Through his research, Silverberg said that people with alopecia are more likely to be admitted to hospitals for mental health reasons. He said there are two primary theories for why this might be:
- The social problems caused by the disease make it more likely for someone to develop depression- or anxiety-related disorders; and
- The over-activity of the autoimmune system caused by alopecia leads to more underlying stress, which in turn can cause mental health problems.
Identifying the cause of alopecia, and what can lead to its regression, “is a million-dollar question, or a billion-dollar question,” Silverberg said.
‘It’s who I am’
Alexander Ersing — a lifelong Racinian, competitive weightlifter-bodybuilder and owner of Mt. Sinai Gym, 2005 Lathrop Ave. — started noticing his hair loss when he was 15.
“At that age, it’s really rough if you look different,” Ersing, now 32, recalled. “You just want to be accepted.”
He has alopecia universalis. Save for a couple flecks of hair above his eyes, he is completely hairless.
As a teen, he underwent a series of experimental injections in his scalp to encourage hair growth. Ersing remembered leaving the hospital in tears, a result of the physical pain from having needles in his head. Nearly two decades later, it’s clear the experiment failed.
“You get to a point where you don’t (expletive) care anymore,” Ersing said. “This is who God wants me to be.

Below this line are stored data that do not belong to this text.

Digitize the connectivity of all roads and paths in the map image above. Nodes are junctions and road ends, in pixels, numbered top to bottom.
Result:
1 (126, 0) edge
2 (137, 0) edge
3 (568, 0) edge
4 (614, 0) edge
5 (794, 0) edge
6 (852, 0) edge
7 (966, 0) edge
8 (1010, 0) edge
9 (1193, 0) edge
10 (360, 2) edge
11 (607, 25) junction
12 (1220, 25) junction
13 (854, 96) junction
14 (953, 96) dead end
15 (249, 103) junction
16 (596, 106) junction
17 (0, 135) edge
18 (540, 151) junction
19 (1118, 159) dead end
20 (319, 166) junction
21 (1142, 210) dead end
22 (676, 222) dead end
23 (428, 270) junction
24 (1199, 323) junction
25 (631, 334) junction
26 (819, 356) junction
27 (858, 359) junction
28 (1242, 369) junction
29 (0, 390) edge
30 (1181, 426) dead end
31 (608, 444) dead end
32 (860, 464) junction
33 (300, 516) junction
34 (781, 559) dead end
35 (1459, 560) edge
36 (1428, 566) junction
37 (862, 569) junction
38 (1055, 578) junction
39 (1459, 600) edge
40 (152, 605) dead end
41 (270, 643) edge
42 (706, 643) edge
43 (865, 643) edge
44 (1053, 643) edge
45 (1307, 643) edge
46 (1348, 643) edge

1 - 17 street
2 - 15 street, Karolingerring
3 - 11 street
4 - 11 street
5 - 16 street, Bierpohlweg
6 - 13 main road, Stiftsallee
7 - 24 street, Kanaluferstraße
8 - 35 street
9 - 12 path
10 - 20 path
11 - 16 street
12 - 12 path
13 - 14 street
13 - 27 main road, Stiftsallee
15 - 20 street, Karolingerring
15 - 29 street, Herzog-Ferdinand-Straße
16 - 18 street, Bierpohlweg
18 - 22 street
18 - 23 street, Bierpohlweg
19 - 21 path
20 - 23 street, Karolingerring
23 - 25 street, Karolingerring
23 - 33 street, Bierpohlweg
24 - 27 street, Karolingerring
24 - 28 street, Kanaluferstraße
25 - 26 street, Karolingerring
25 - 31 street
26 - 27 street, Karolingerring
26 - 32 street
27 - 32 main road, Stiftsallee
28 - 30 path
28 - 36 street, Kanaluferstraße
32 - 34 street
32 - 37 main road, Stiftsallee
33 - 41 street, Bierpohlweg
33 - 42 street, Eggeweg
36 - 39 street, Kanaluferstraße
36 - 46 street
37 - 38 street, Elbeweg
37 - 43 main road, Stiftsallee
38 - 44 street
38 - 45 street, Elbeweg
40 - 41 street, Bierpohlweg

It’s who I am.”
“We still have a lot to learn,” Silverberg admitted, saying that current research and experiments are looking at topical salves and oral medications that could calm down the body’s defense system to combat autoimmune diseases, including alopecia.
Flogel isn’t so much concerned about the research. She’s focused on advocacy, on being a role model for youth who have it and supporting other adults.
A few professional athletes — including former Milwaukee Buck Charlie Villanueva and Ryan Shazier, a current linebacker for the NFL’s Pittsburgh Steelers — have shared their stories in the hopes of inspiring others to accept themselves.
In 2015, Villanueva announced plans to make a documentary about his journey. And in a “Players’ Tribune” article, Shazier shared a first-hand account of the shock he felt when his hair started coming back in 2016; Shazier was 5 years old when he was first diagnosed with alopecia. He had been hairless for 19 years when then-teammate James Harrison noticed Shazier’s hair coming back.
Flogel advocates for new laws and policies to help people with alopecia. Wigs are often covered by insurance for people who have cancer, but not for alopecia patients; that’s just one of the things she wants to change.
Flogel is being featured in the film “Finding Your Fairytale,” a crowdfunded documentary that details the lives of 13 people facing an array of obstacles — alopecia, drug addiction, narcolepsy, eating disorders, etc. — and draws parallels in their stories with the Disney characters they grew up idolizing.
For obvious reasons, Flogel is Rapunzel.